Etanercept-Induced Systemic Lupus Erythematosus in a Patient with Rheumatoid Arthritis

Kang MJ, Lee YH, Lee J - J. Korean Med. Sci. (2006)

Bottom Line: Although new autoantibody formation is common with anti-TNF alpha therapy, there are only rare reports of overt SLE, most of which manifested without major organ involvement and resolved shortly after discontinuation of the therapy.We describe a 55-yr-old Korean woman who developed overt life threatening SLE complicated by pneumonia and tuberculosis following etanercept treatment for RA.This case is to our knowledge, the first report of etanercept-induced SLE in Korea.
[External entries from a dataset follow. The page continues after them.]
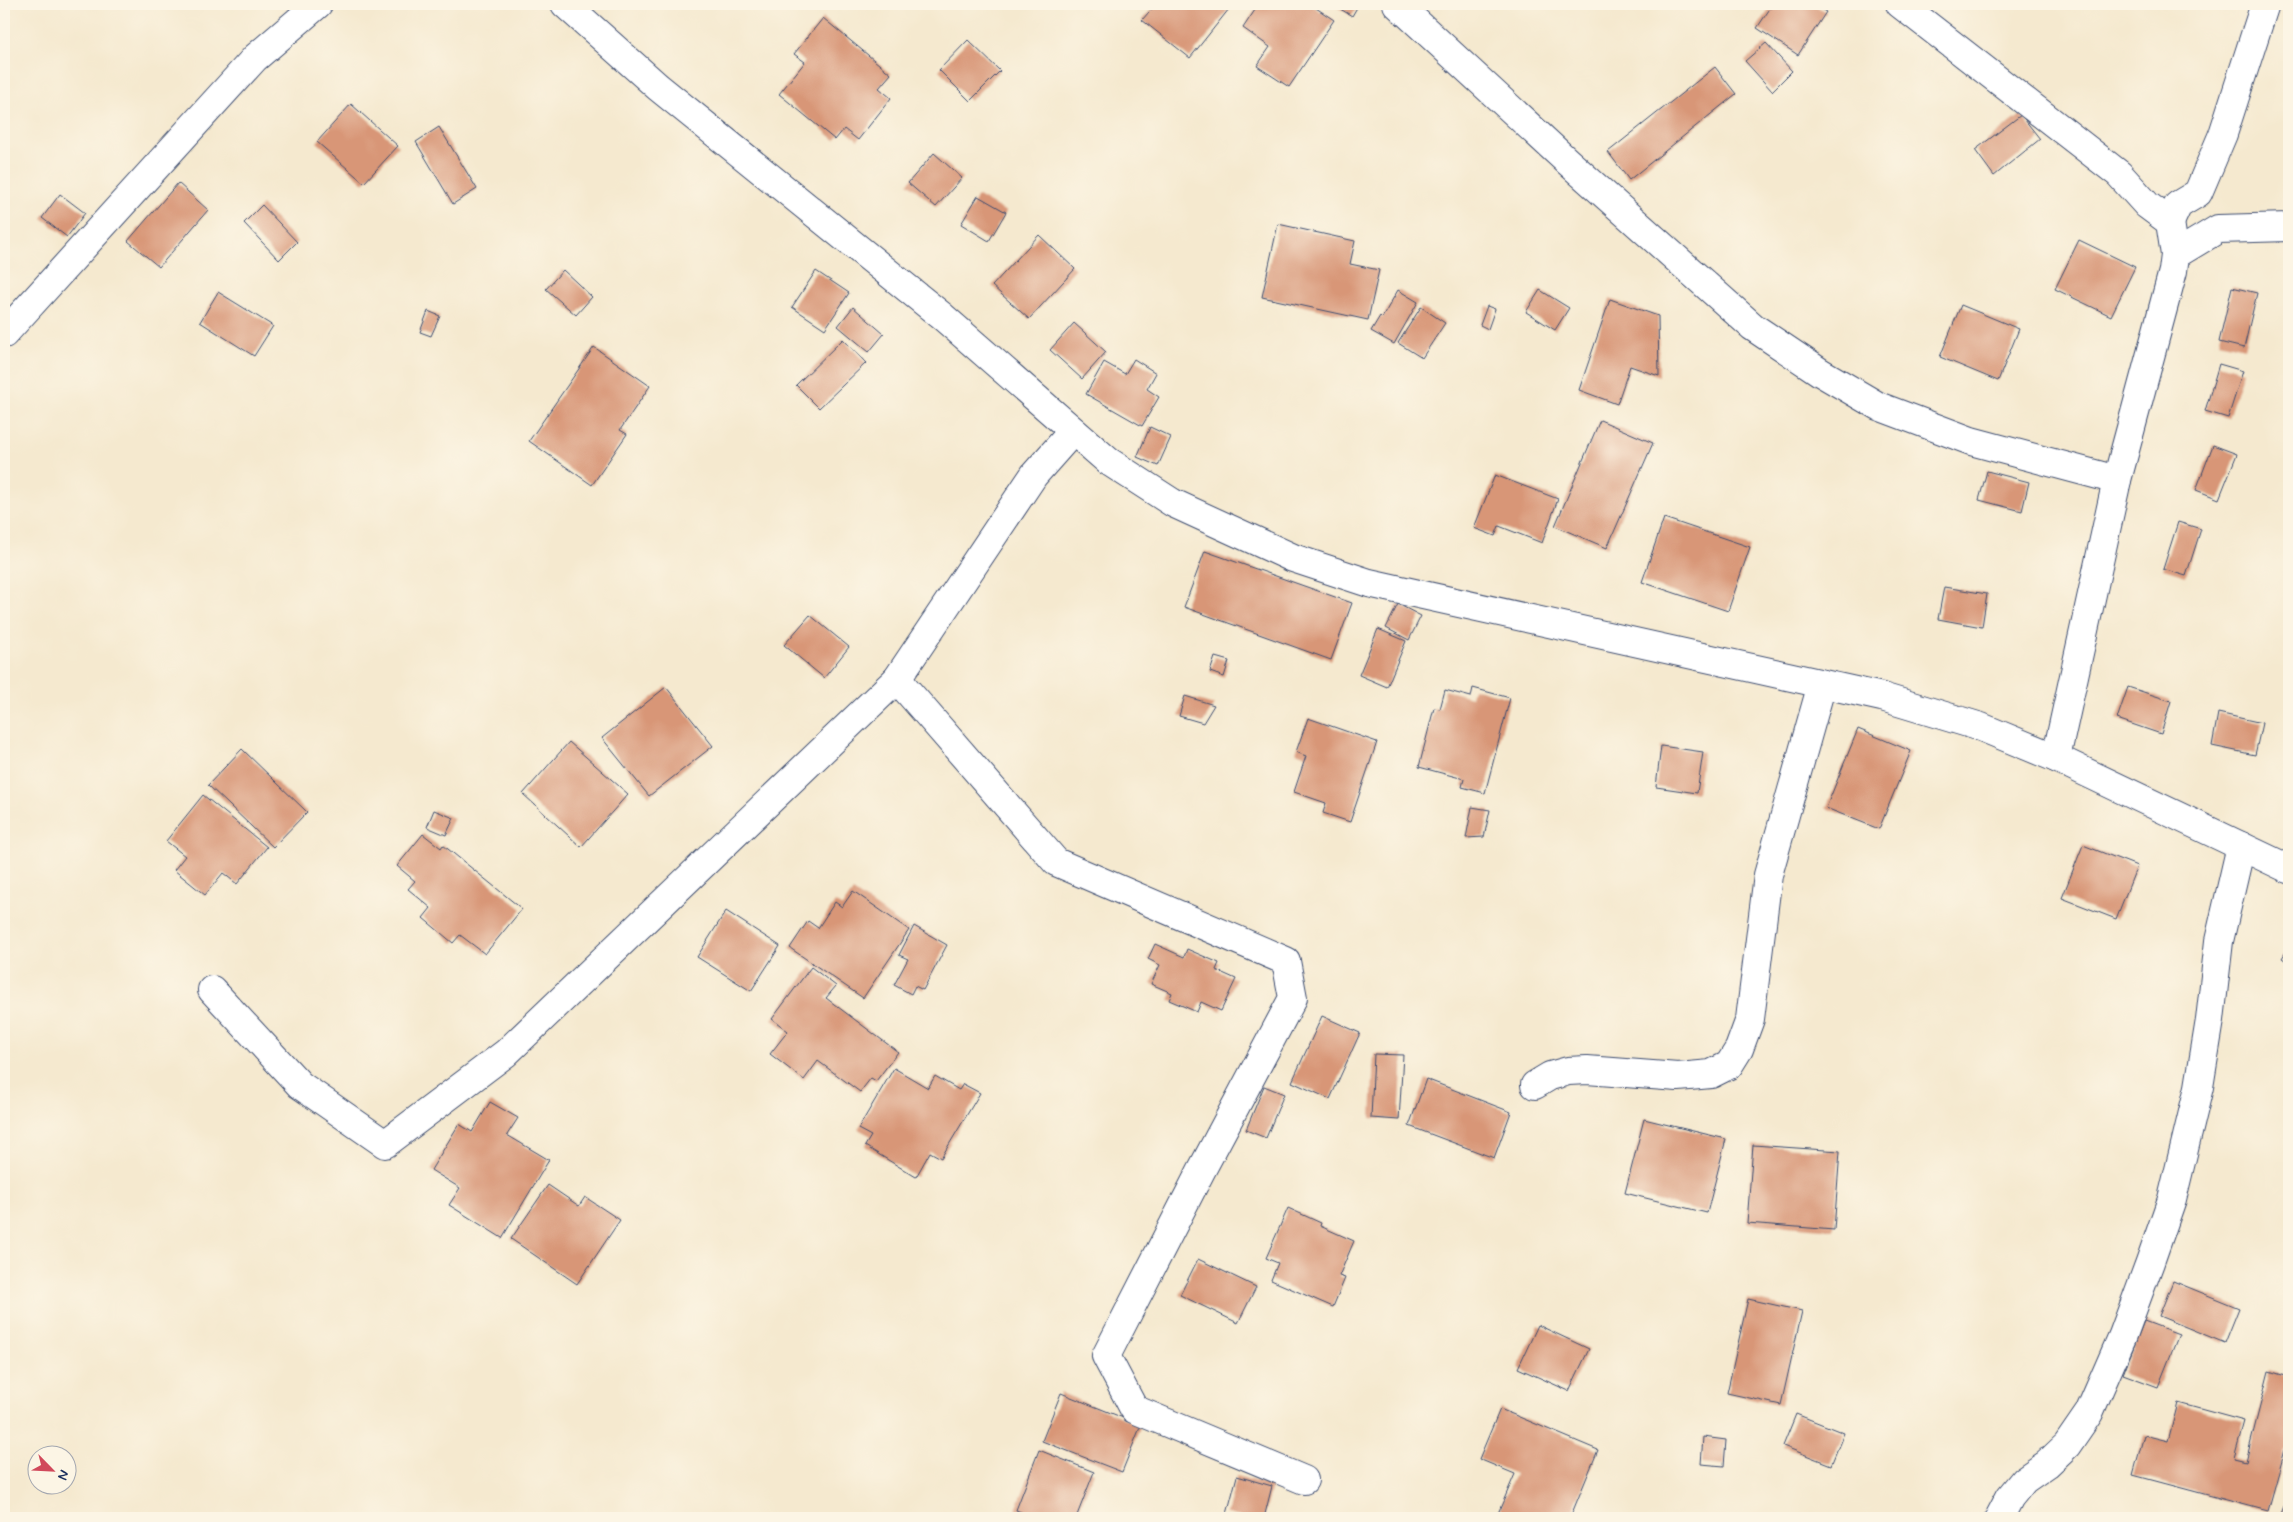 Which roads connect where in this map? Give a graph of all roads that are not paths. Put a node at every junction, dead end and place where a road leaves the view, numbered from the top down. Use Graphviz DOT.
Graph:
graph roads {
  1 [pos="318,4"];
  2 [pos="565,4"];
  3 [pos="1396,4"];
  4 [pos="1900,4"];
  5 [pos="2265,4"];
  6 [pos="2198,193"];
  7 [pos="2170,222"];
  8 [pos="2289,227"];
  9 [pos="2218,229"];
  10 [pos="2175,255"];
  11 [pos="4,334"];
  12 [pos="1073,431"];
  13 [pos="2118,480"];
  14 [pos="897,679"];
  15 [pos="1822,684"];
  16 [pos="2056,758"];
  17 [pos="2241,846"];
  18 [pos="2289,869"];
  19 [pos="212,990"];
  20 [pos="1536,1085"];
  21 [pos="1304,1480"];
  22 [pos="1999,1518"];
  1 -- 11 [label="street"];
  2 -- 12 [label="street"];
  3 -- 13 [label="street"];
  4 -- 7 [label="street"];
  5 -- 6 [label="street"];
  6 -- 7 [label="street"];
  6 -- 9 [label="street"];
  7 -- 10 [label="street"];
  8 -- 9 [label="street"];
  9 -- 10 [label="street"];
  10 -- 13 [label="street"];
  12 -- 14 [label="street"];
  12 -- 15 [label="street"];
  13 -- 16 [label="street"];
  14 -- 19 [label="street"];
  14 -- 21 [label="street"];
  15 -- 16 [label="street"];
  15 -- 20 [label="street"];
  16 -- 17 [label="street"];
  17 -- 18 [label="street"];
  17 -- 22 [label="street"];
}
Affiliation: Department of Internal Medicine, Division of Rheumatology Ewha Womans University College of Medicine, Seoul, Korea.

ABSTRACT
Tumor necrosis factor (TNF) is known to play a critical role in the pathogenesis of rheumatoid arthritis (RA). Etanercept is a recombinant soluble fusion protein of TNF alpha type II receptor and IgG, which acts as a specific TNF-alpha antagonist. Anti-TNF-alpha therapy has been an important advance in the treatment of RA. However, induction of autoantibodies in some proportion of patients treated with TNF alpha inhibitors raised concerns for development of systemic autoimmune diseases such as systemic lupus erythematosus (SLE). Although new autoantibody formation is common with anti-TNF alpha therapy, there are only rare reports of overt SLE, most of which manifested without major organ involvement and resolved shortly after discontinuation of the therapy. We describe a 55-yr-old Korean woman who developed overt life threatening SLE complicated by pneumonia and tuberculosis following etanercept treatment for RA. This case is to our knowledge, the first report of etanercept-induced SLE in Korea.